• **Records**:
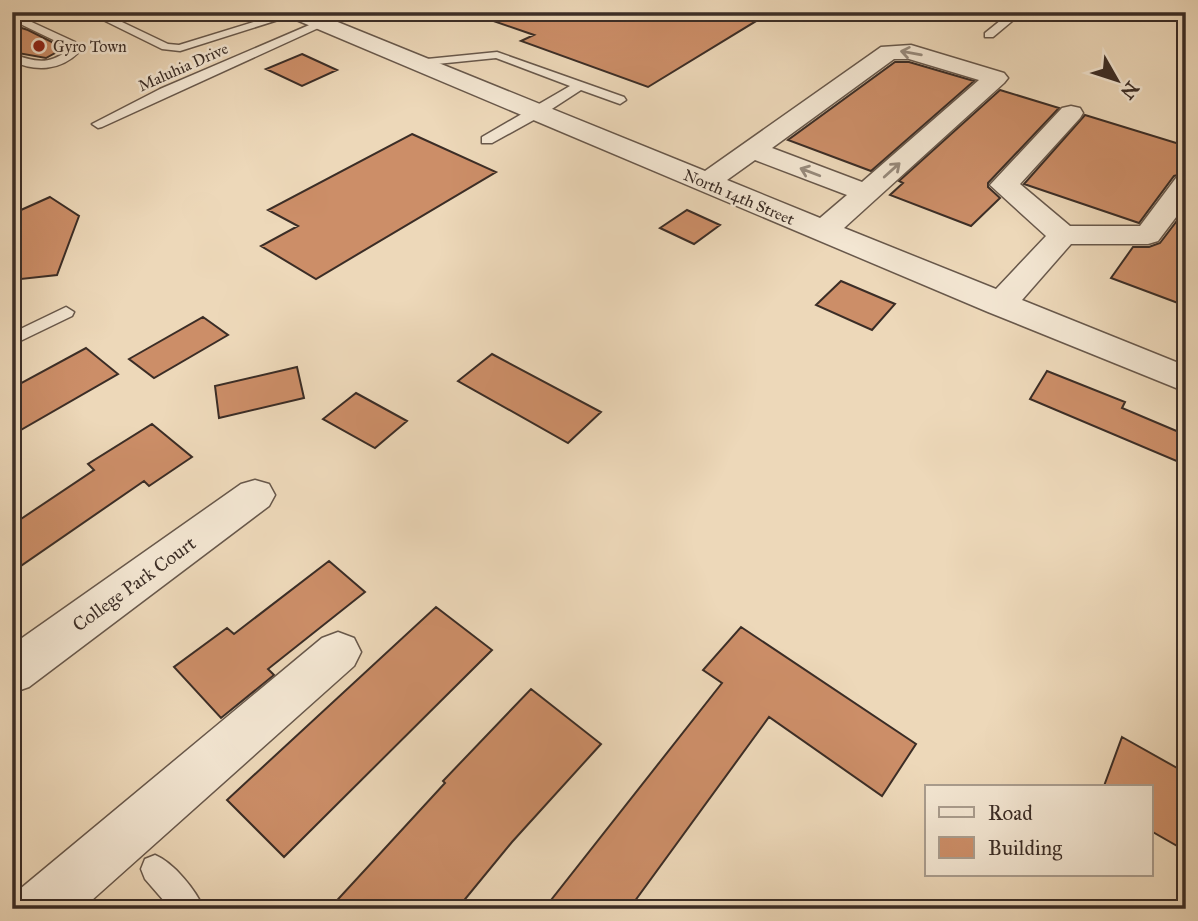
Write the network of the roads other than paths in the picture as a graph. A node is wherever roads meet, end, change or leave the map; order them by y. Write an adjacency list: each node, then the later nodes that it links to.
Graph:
1 (295, 12): 4 (lane); 7 (street, North 14th Street)
2 (1018, 12): 8 (lane)
3 (1169, 12): 6 (lane)
4 (99, 13)
5 (12, 16): 9 (lane)
6 (1186, 16)
7 (321, 23): 12 (street, North 14th Street); 17 (lane, Maluhia Drive)
8 (989, 35)
9 (73, 52): 10 (lane); 11 (lane)
10 (12, 57)
11 (88, 59)
12 (417, 63): 13 (lane); 15 (street, North 14th Street)
13 (580, 85): 14 (lane); 15 (lane)
14 (620, 100)
15 (537, 113): 18 (lane); 20 (street, North 14th Street)
16 (1071, 113): 24 (street)
17 (98, 124)
18 (487, 140)
19 (753, 150): 20 (street); 22 (street, one-way to 19); 22 (street, one-way to 19)
20 (706, 183): 23 (street, North 14th Street)
21 (1186, 184): 24 (street)
22 (866, 193): 23 (street)
23 (822, 232): 25 (street, North 14th Street)
24 (1063, 235): 25 (street)
25 (999, 305): 28 (street, North 14th Street)
26 (66, 312): 27 (lane)
27 (12, 340)
28 (1186, 380)
29 (255, 495): 31 (street, College Park Court)
30 (338, 652): 33 (street)
31 (12, 672)
32 (155, 869): 34 (lane)
33 (40, 909)
34 (190, 909)

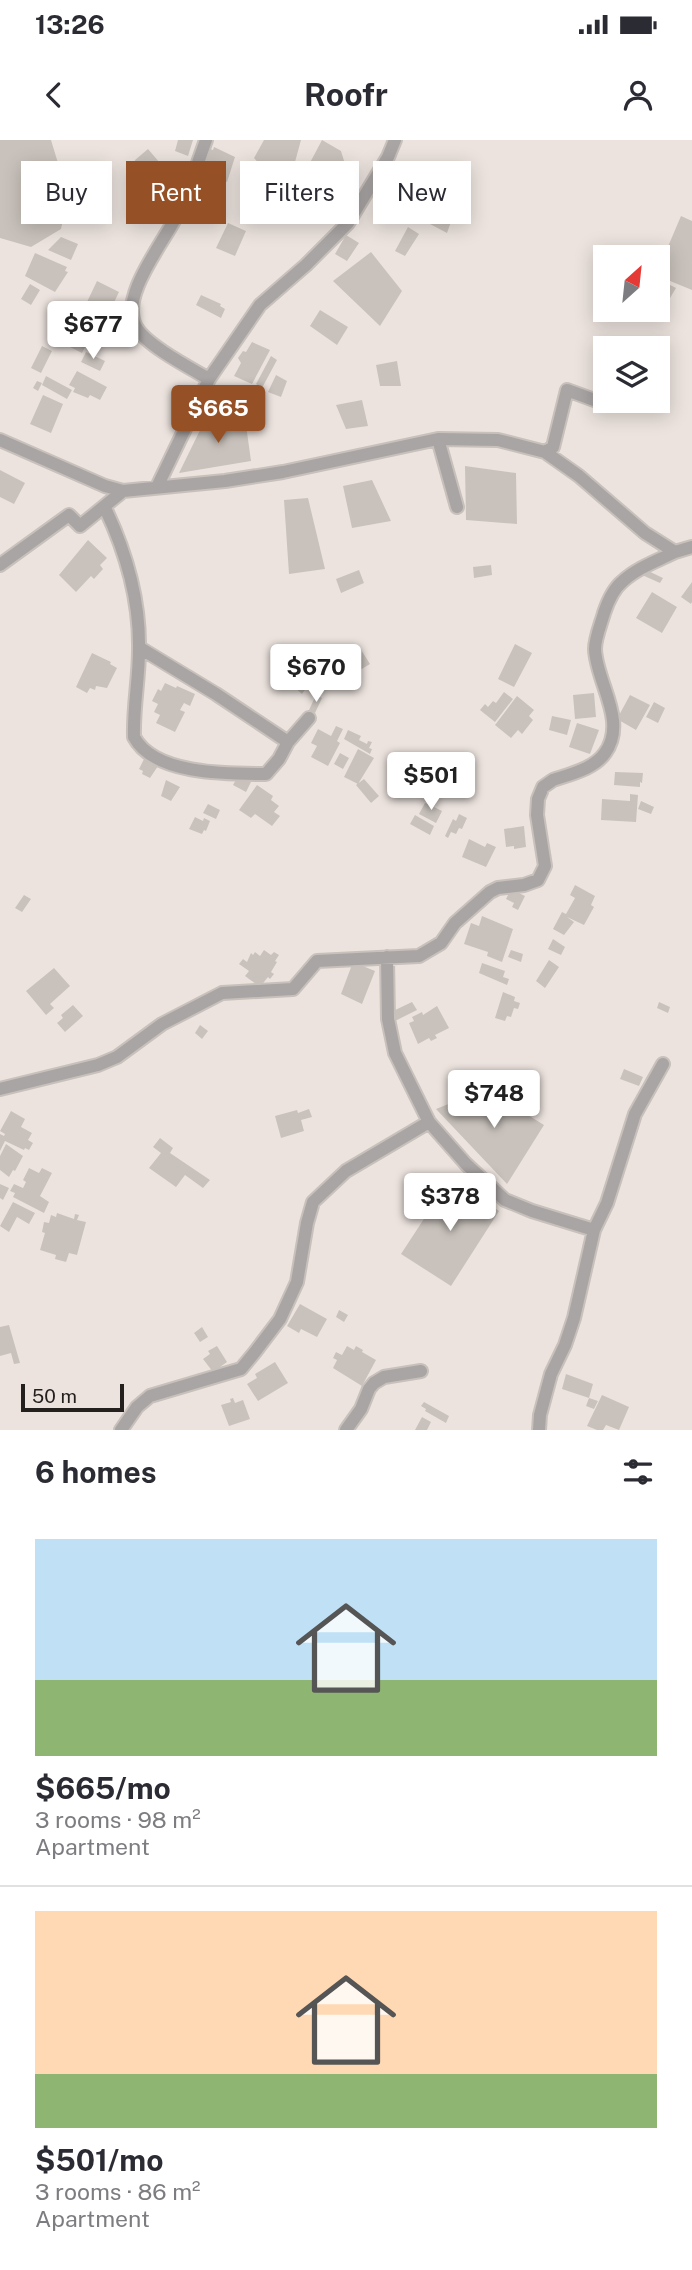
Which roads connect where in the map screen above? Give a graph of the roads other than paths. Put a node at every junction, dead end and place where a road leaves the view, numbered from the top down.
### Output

• **Task item**:
The listing above should be returned word for word, with pictures omitted.

• **Reply**:
Write the network of the roads other than paths in the picture as a graph. A node is wherever roads meet, end, change or leave the map; order them by y. Write an adjacency list: each node, then the later nodes that it links to.
Graph:
1 (295, 12): 4 (lane); 7 (street, North 14th Street)
2 (1018, 12): 8 (lane)
3 (1169, 12): 6 (lane)
4 (99, 13)
5 (12, 16): 9 (lane)
6 (1186, 16)
7 (321, 23): 12 (street, North 14th Street); 17 (lane, Maluhia Drive)
8 (989, 35)
9 (73, 52): 10 (lane); 11 (lane)
10 (12, 57)
11 (88, 59)
12 (417, 63): 13 (lane); 15 (street, North 14th Street)
13 (580, 85): 14 (lane); 15 (lane)
14 (620, 100)
15 (537, 113): 18 (lane); 20 (street, North 14th Street)
16 (1071, 113): 24 (street)
17 (98, 124)
18 (487, 140)
19 (753, 150): 20 (street); 22 (street, one-way to 19); 22 (street, one-way to 19)
20 (706, 183): 23 (street, North 14th Street)
21 (1186, 184): 24 (street)
22 (866, 193): 23 (street)
23 (822, 232): 25 (street, North 14th Street)
24 (1063, 235): 25 (street)
25 (999, 305): 28 (street, North 14th Street)
26 (66, 312): 27 (lane)
27 (12, 340)
28 (1186, 380)
29 (255, 495): 31 (street, College Park Court)
30 (338, 652): 33 (street)
31 (12, 672)
32 (155, 869): 34 (lane)
33 (40, 909)
34 (190, 909)

Which roads connect where in the map screen above? Give a graph of the roads other than paths. Put a node at every junction, dead end and place where a road leaves the view, numbered from the top down.
### Output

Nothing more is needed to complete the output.